The transaction will leave the combined company with nearly $80-billion in debt, a sum that experts say will lead to significant cost cuts.
Paramount Skydance Chairman and CEO David Ellison attends President Trump’s State of the Union address three days before clinching his hard-fought Warner Bros. Discovery deal.
(Mark Schiefelbein / Associated Press)
For weeks it appeared that Netflix would scoop up Warner Bros.
Netflix initially won the bidding war in early December with a $27.75 offer for the studios and streaming services, including HBO Max. But Ellison refused to throw in the towel. He and his team continued to lobby shareholders, politicians and Warner board members, insisting their deal for the entire company, including the cable channels, was superior and they had a more certain path to win regulatory approval.
The Ellison family is close to President Trump. This week, Trump named Larry Ellison to a proposed White House council on technology issues, including artificial intelligence.
Warner’s board, under pressure, reopened the bidding in late February to allow Paramount to make its case. Warner board members ultimately concluded that Paramount’s bid topped the one from Netflix and the streamer bowed out. Paramount paid a $2.8-billion termination fee to Netflix and signed the merger agreement on Feb. 27.

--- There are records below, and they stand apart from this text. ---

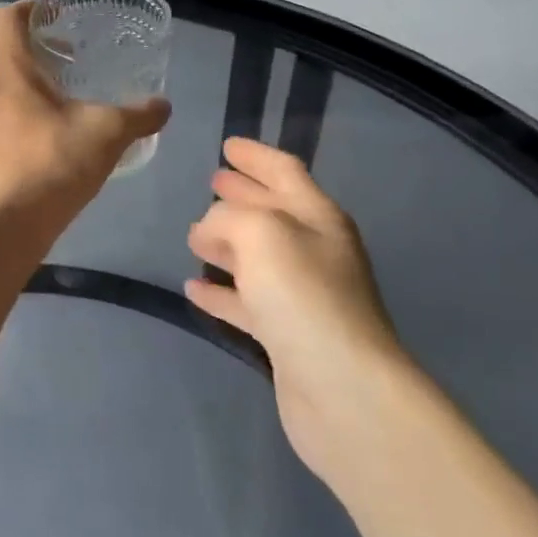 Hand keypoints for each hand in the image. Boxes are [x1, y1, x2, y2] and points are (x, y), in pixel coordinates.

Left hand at [0, 1, 169, 230]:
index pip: (10, 19)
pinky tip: (55, 137)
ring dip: (36, 86)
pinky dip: (28, 115)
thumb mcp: (107, 132)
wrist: (11, 222)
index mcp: (11, 70)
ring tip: (70, 101)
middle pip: (11, 54)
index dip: (33, 8)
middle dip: (43, 52)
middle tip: (76, 60)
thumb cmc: (55, 162)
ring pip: (8, 88)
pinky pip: (4, 117)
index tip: (59, 15)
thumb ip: (139, 115)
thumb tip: (164, 106)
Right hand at [185, 138, 408, 475]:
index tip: (227, 145)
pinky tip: (194, 288)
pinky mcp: (286, 336)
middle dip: (242, 195)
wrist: (343, 392)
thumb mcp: (261, 234)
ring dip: (227, 244)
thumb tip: (210, 230)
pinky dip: (221, 292)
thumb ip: (228, 218)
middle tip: (211, 182)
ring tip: (193, 234)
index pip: (285, 172)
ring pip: (257, 258)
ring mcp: (302, 296)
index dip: (257, 156)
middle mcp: (315, 252)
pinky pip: (247, 302)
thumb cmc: (304, 297)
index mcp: (318, 218)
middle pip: (273, 212) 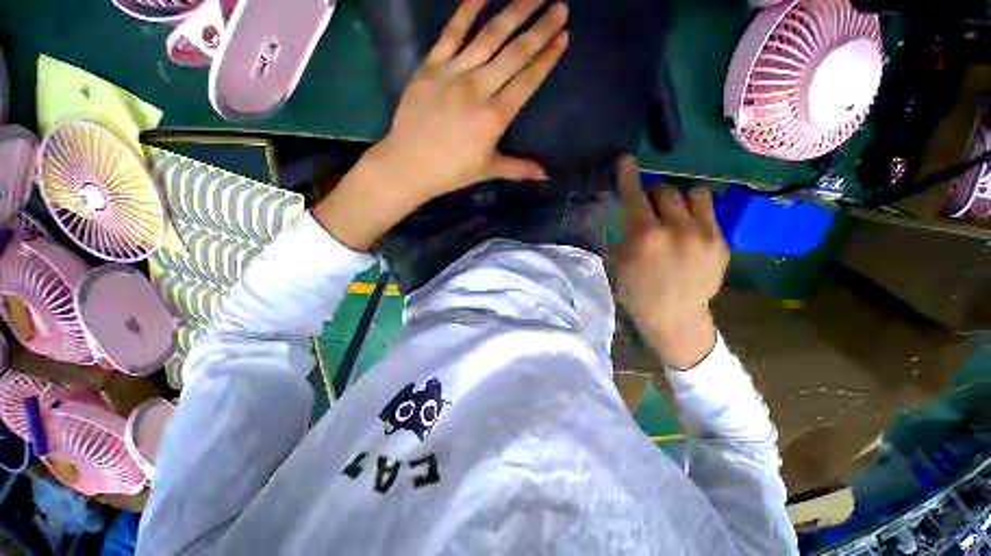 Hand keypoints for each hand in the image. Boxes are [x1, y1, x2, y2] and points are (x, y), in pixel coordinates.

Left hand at [314, 0, 568, 250]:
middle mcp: (479, 88)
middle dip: (541, 29)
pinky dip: (467, 10)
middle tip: (560, 6)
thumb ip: (519, 168)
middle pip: (515, 53)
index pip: (527, 80)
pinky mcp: (431, 65)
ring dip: (514, 11)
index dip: (547, 58)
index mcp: (495, 117)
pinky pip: (451, 32)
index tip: (563, 37)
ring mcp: (454, 73)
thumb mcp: (488, 170)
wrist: (409, 164)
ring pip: (489, 36)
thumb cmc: (451, 171)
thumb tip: (546, 175)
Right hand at [613, 157, 729, 369]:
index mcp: (644, 236)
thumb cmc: (637, 293)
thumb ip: (620, 235)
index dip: (628, 176)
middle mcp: (676, 229)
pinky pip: (708, 212)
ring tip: (674, 214)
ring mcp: (704, 234)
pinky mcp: (721, 242)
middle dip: (652, 194)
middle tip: (648, 206)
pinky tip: (688, 230)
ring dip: (678, 199)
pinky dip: (694, 214)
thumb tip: (624, 215)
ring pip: (692, 194)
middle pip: (664, 191)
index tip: (627, 159)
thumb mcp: (617, 265)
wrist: (675, 317)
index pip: (634, 196) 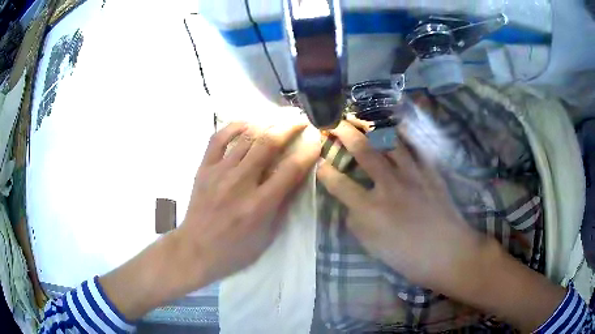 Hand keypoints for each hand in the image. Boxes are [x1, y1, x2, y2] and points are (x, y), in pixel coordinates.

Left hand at [178, 122, 320, 284]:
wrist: (196, 250)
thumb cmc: (235, 249)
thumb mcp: (267, 235)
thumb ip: (283, 205)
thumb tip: (297, 176)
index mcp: (260, 205)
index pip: (291, 169)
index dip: (308, 150)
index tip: (316, 139)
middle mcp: (240, 183)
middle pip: (268, 144)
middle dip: (289, 127)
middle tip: (300, 120)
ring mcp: (219, 172)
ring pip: (246, 137)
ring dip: (267, 124)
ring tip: (279, 119)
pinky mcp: (204, 168)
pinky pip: (218, 138)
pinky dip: (234, 126)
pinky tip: (247, 123)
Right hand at [317, 121, 485, 293]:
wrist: (447, 252)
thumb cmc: (408, 256)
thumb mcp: (373, 247)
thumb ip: (357, 223)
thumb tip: (351, 204)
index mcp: (371, 209)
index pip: (339, 184)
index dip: (325, 171)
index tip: (320, 163)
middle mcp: (389, 185)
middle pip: (363, 150)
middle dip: (344, 133)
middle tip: (335, 122)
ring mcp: (412, 174)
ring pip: (389, 142)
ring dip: (372, 127)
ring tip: (361, 119)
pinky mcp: (429, 171)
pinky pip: (416, 146)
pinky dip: (405, 134)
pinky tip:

Warner’s board is advising its shareholders to approve the Paramount deal. Failure to cast a vote will be the same as a no-vote, according to the company’s proxy.
Warner’s largest shareholders include the Vanguard Group, BlackRock, Inc. and State Street Corp.
Zaslav has significant stock and options holdings, worth about $517 million at the deal’s close, according to the proxy.
The regulatory filing also disclosed that a mysterious bidder had surfaced at the auction’s 11th hour.
A firm called Nobelis Capital, Pte., reportedly based in Singapore, alerted Warner on Feb. 18 that it was willing to pay $32.50 a share in cash.
The firm said it had placed $7.5 billion into an escrow account. However, Warner’s bankers “could not find the purported deposit at J.P. Morgan,” according to the proxy. And there was no evidence that Nobelis had any assets or any “equity or debt financing” lined up, Warner said, adding that it “took no further action with respect to the Nobelis proposal.”